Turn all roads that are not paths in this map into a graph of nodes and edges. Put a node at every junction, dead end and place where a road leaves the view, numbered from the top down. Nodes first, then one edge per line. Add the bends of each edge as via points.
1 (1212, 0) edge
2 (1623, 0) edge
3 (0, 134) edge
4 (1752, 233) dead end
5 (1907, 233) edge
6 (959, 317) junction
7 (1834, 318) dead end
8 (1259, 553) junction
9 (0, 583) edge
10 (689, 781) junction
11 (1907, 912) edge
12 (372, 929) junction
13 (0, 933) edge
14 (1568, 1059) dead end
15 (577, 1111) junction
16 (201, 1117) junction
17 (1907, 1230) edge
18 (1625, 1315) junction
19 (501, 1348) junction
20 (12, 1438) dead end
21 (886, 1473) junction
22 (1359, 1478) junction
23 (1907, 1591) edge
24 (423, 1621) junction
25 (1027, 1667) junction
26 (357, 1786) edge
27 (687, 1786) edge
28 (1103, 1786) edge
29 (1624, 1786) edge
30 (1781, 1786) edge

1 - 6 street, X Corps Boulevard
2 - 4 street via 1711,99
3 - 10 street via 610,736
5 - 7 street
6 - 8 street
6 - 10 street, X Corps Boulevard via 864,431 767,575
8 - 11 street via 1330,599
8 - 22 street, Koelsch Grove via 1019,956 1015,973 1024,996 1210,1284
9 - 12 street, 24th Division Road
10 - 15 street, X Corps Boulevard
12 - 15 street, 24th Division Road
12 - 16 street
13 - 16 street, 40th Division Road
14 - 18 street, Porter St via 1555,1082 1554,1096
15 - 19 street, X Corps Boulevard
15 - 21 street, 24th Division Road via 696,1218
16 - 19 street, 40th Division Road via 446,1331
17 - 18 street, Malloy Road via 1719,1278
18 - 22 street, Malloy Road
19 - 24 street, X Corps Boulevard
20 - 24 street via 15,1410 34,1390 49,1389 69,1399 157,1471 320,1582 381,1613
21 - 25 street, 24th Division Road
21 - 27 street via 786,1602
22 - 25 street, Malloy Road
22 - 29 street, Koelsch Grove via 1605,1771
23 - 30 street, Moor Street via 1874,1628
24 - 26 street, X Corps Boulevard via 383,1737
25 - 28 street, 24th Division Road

□ □ □ □ □ □ □

The count of lines above that contain "dead" is all that should be given.

5